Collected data
⟨

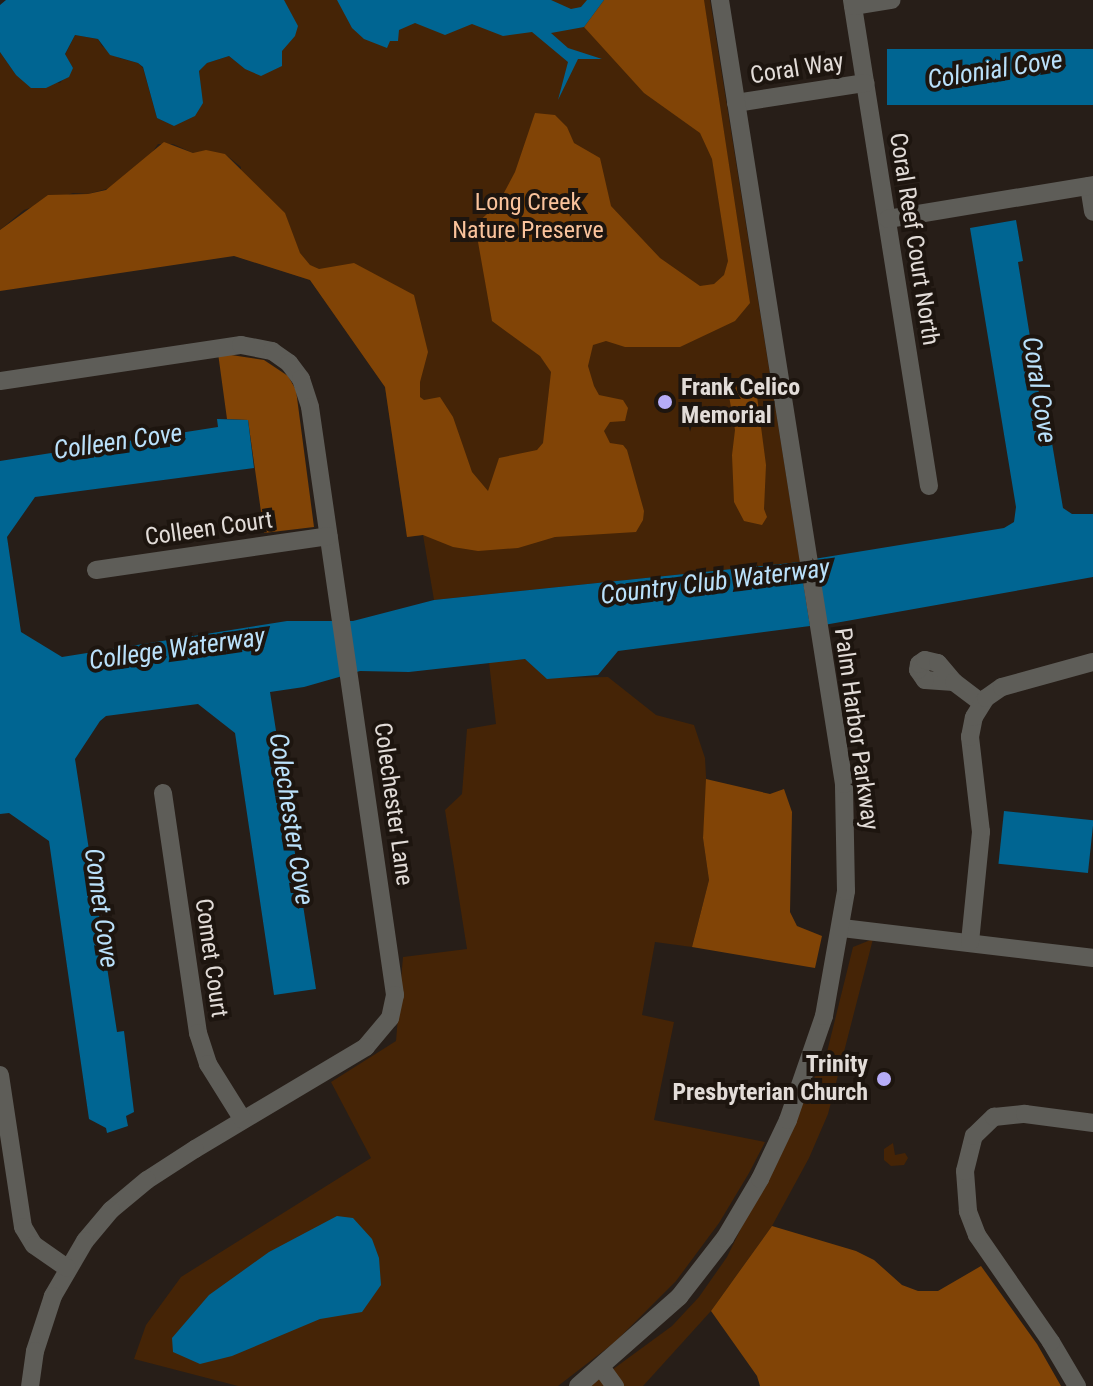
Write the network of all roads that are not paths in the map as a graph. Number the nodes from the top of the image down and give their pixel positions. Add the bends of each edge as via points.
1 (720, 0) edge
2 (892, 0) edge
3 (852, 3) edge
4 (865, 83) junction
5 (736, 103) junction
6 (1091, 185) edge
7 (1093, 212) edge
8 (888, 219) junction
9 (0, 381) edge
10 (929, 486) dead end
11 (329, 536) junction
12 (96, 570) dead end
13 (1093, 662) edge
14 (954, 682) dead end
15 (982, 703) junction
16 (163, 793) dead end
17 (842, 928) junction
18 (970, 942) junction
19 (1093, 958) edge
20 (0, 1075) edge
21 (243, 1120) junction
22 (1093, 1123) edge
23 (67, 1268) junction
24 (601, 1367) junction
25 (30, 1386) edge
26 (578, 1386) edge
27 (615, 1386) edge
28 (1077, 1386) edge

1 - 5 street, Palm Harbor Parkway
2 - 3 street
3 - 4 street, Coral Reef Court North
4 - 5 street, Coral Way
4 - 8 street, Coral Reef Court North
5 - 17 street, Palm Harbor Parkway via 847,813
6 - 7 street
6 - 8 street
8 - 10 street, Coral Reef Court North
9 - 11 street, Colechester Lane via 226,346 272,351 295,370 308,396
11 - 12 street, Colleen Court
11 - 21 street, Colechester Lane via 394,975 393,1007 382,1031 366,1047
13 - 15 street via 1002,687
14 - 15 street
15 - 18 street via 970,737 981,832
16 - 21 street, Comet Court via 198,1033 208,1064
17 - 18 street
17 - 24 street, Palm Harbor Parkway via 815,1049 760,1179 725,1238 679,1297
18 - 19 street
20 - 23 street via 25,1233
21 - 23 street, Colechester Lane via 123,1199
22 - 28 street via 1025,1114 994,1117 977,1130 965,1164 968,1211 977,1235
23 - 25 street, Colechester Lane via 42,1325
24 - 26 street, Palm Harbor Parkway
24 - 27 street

⟩
⟨

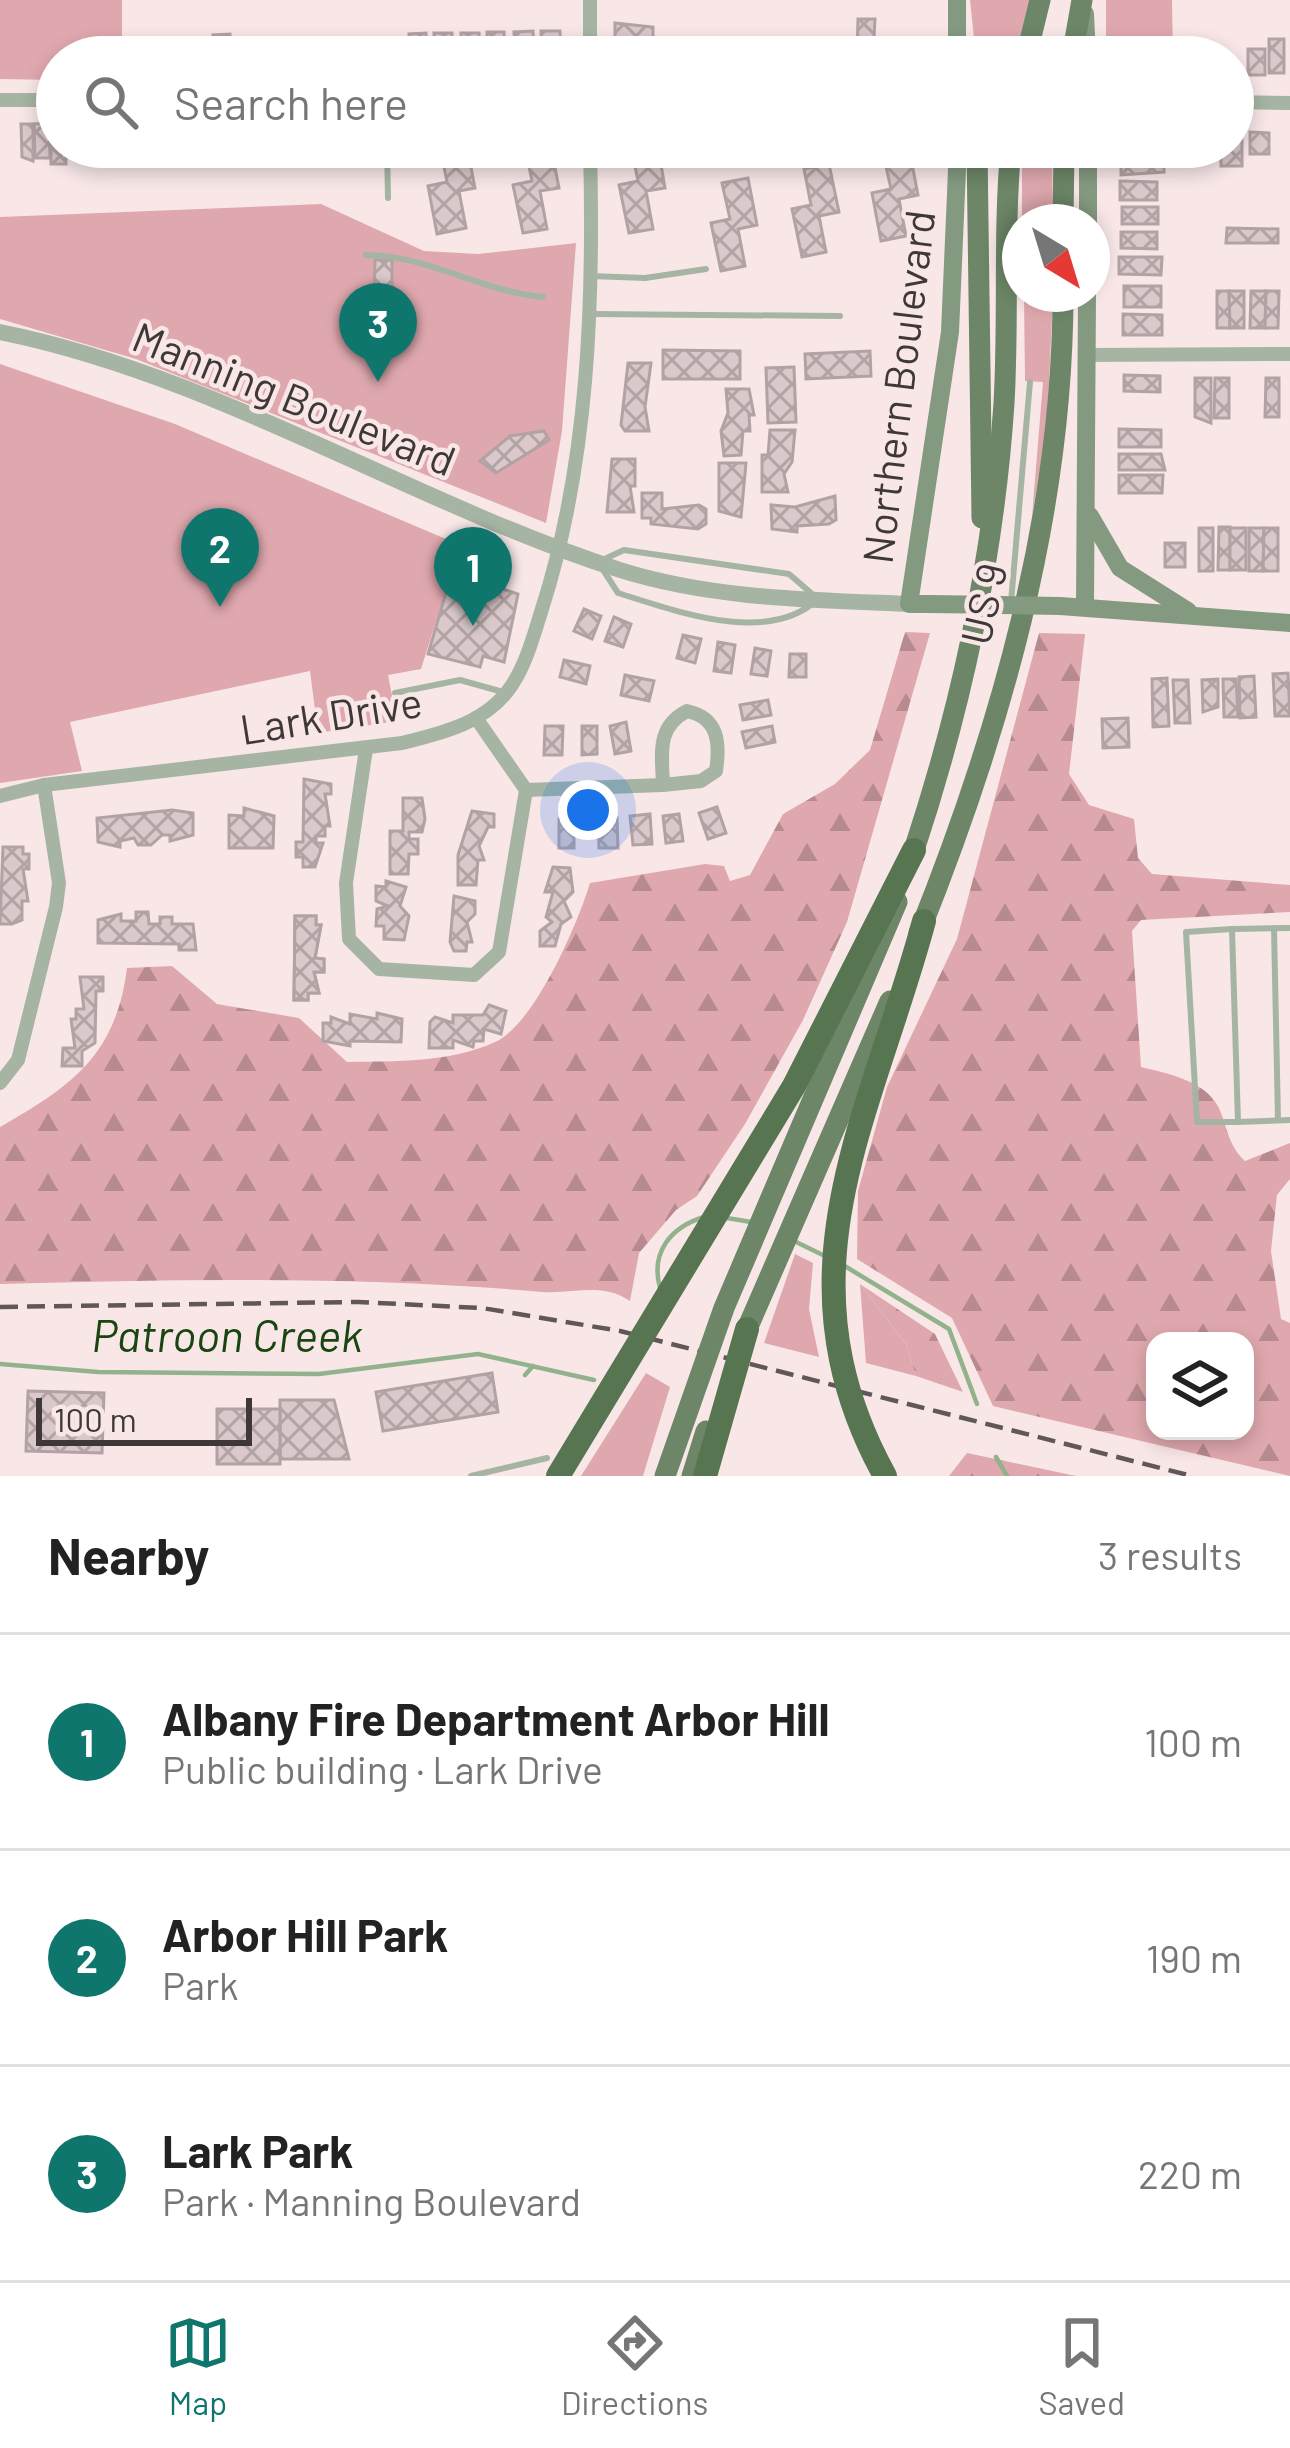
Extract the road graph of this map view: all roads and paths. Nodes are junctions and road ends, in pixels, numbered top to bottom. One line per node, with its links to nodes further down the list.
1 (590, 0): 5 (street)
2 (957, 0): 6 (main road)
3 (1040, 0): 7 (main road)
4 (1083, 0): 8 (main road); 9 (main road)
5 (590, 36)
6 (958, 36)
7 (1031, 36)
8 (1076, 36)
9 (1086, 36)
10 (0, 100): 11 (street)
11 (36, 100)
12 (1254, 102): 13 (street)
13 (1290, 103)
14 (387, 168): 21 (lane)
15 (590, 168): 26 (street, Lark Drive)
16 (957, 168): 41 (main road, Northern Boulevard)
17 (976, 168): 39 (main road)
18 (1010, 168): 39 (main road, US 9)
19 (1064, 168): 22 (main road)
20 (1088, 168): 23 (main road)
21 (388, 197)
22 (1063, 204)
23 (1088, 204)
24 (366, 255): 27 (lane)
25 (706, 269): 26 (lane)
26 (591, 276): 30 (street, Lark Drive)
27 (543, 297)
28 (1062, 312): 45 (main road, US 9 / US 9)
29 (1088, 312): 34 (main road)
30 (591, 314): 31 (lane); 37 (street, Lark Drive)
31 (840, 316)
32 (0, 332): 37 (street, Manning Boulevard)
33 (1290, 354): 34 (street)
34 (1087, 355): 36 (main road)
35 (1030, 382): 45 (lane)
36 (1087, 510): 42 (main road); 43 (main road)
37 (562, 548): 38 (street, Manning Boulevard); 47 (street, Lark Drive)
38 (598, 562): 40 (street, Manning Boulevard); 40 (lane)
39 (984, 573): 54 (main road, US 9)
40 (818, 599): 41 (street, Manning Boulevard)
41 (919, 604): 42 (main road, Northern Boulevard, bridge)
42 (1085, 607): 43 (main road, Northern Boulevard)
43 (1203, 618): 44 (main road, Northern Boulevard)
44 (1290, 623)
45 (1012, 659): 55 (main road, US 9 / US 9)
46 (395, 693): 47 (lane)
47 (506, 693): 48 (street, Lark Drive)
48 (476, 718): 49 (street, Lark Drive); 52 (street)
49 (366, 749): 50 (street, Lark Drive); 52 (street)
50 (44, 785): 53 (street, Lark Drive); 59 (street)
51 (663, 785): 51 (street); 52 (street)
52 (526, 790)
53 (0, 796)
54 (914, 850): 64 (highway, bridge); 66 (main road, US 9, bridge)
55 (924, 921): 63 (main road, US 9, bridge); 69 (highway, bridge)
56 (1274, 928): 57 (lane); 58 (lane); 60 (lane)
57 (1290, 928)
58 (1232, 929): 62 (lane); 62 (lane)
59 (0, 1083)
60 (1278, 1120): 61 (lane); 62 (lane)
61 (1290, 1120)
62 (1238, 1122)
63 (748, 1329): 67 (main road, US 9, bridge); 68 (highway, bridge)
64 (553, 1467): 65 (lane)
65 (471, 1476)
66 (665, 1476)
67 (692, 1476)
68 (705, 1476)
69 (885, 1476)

⟩

Where a line above holds the word "Court", copy it.

▶ _RESULT OF THIS TASK_
3 - 4 street, Coral Reef Court North
4 - 8 street, Coral Reef Court North
8 - 10 street, Coral Reef Court North
11 - 12 street, Colleen Court
16 - 21 street, Comet Court via 198,1033 208,1064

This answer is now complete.